Cliff swallows do not put all their eggs in one basket, a study of the bird's nesting behavior has found.

The birds commonly take an egg into their bills from their own nest and fly it to another swallow nest. Two Yale University biologists working in Nebraska reported in last week's Nature that this was the first clear evidence of birds moving their eggs to "parasitize" other nests. It is well known that many birds, including cliff swallows, lay eggs in other birds' nests.

The biologists, Charles R. and Mary Bomberger Brown, saw birds moving their own eggs and established that the practice was common by marking eggs in nests throughout a colony and then checking on later days to find that marked eggs had been moved. Of nearly 5,000 nests observed, more than 6 percent had been parasitized.

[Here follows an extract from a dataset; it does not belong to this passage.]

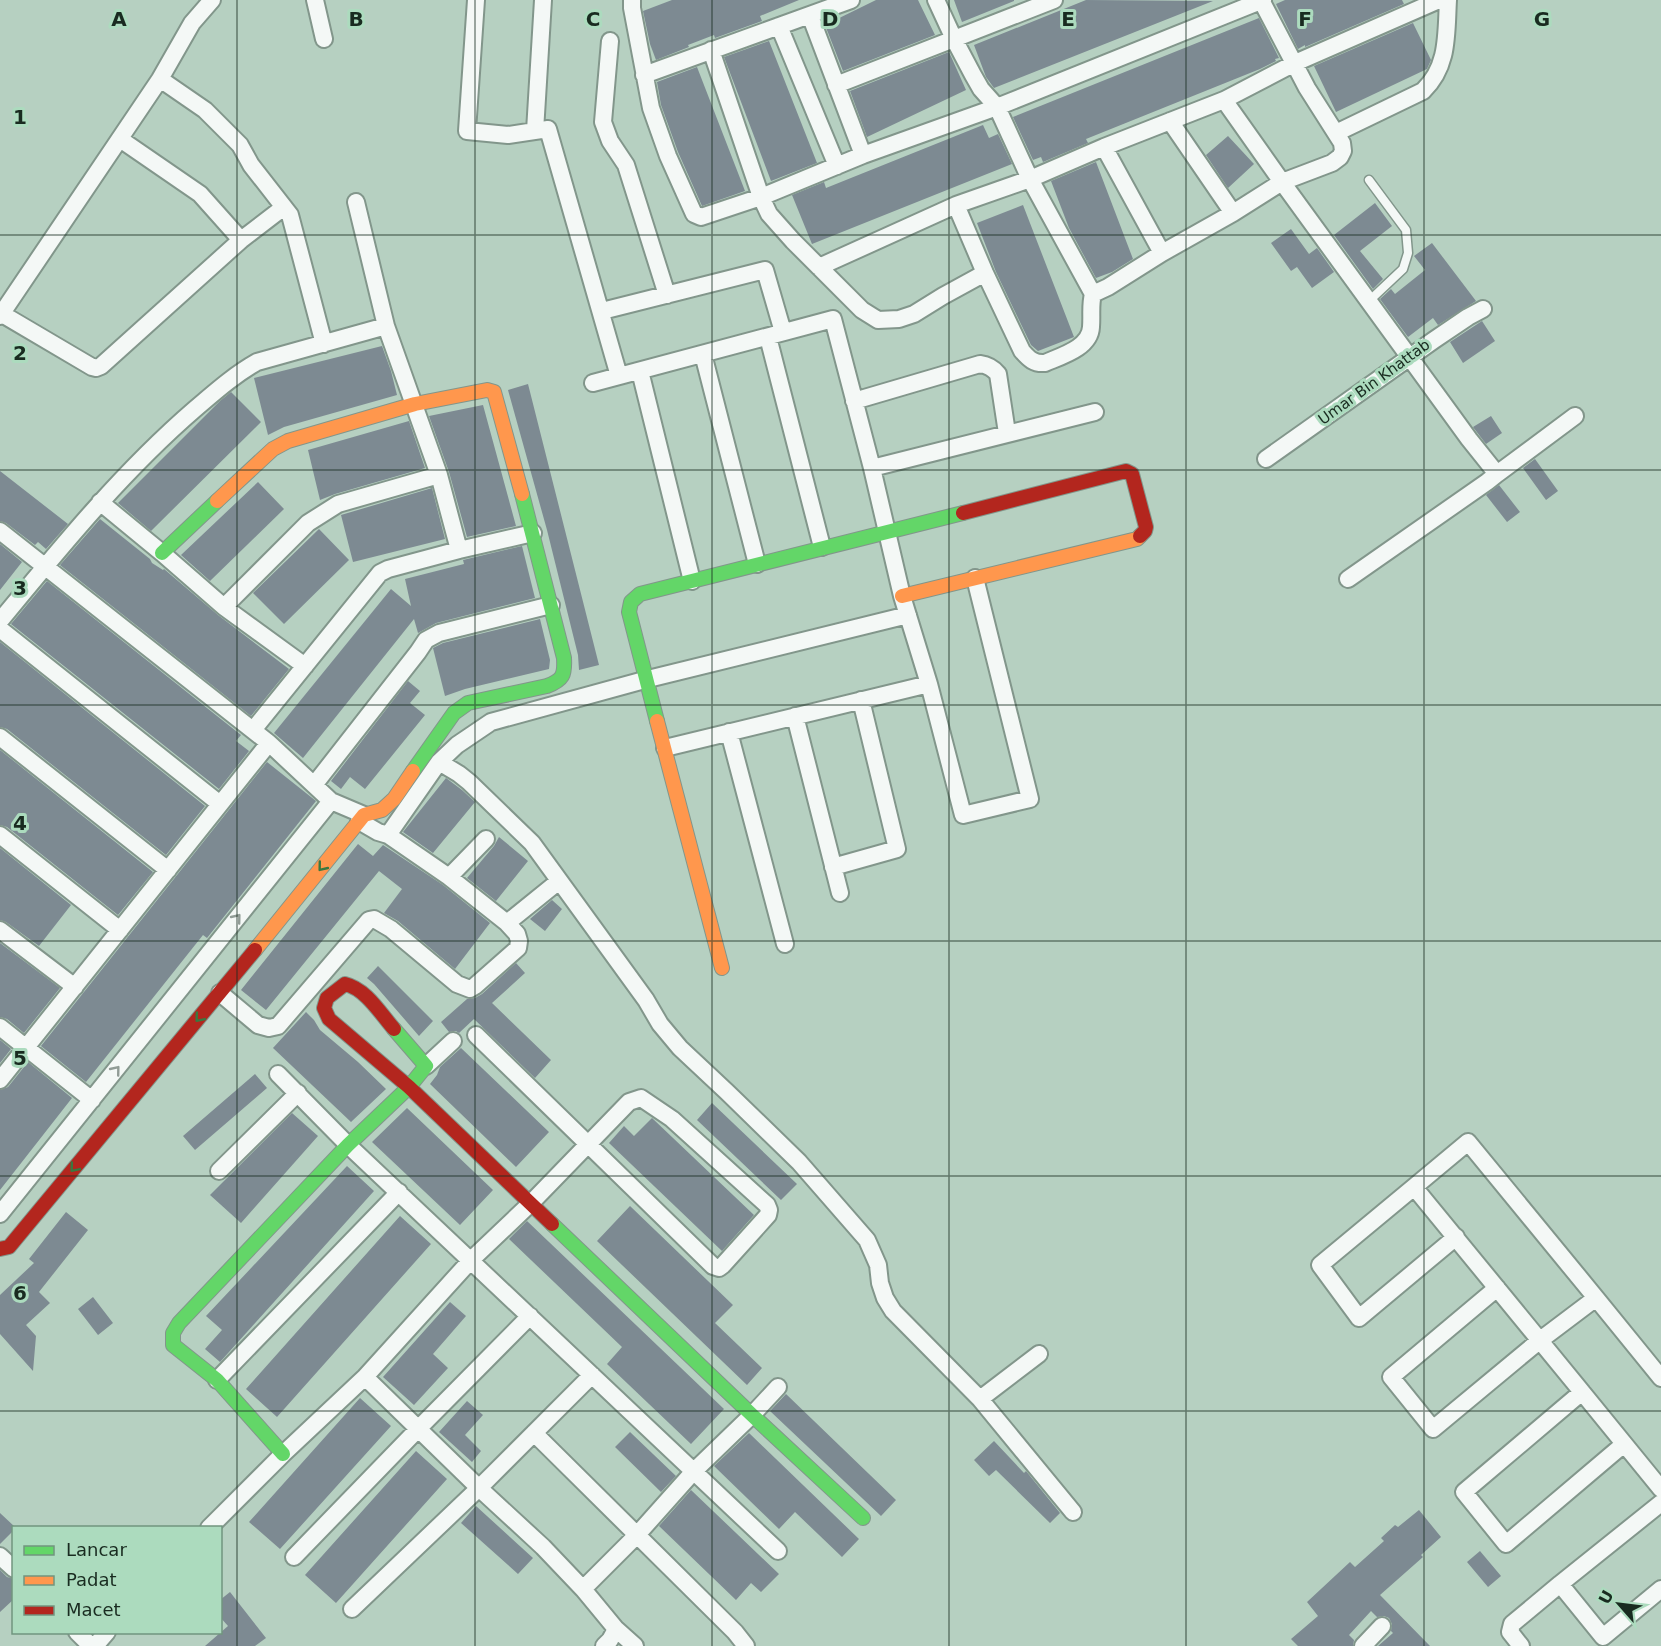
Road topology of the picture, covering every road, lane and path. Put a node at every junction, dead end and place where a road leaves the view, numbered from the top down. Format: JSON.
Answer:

The behavior is explainable through the theories of sociobiology, the study of how evolution has shaped the instinctual behavior of social species. Natural selection favors the survival of individuals whose behavior improves the survival chances of their own offspring. To the extent that such behavior is governed by inherited "programming" of the brain, the offspring inherit the programming.

Thus, if the survival of cliff swallows is threatened by destruction of the nests, which may well be the case when the birds build their mud nests on windy cliff walls where rockfalls are common, parent birds may well improve the chances of having some surviving offspring by putting eggs in several nests.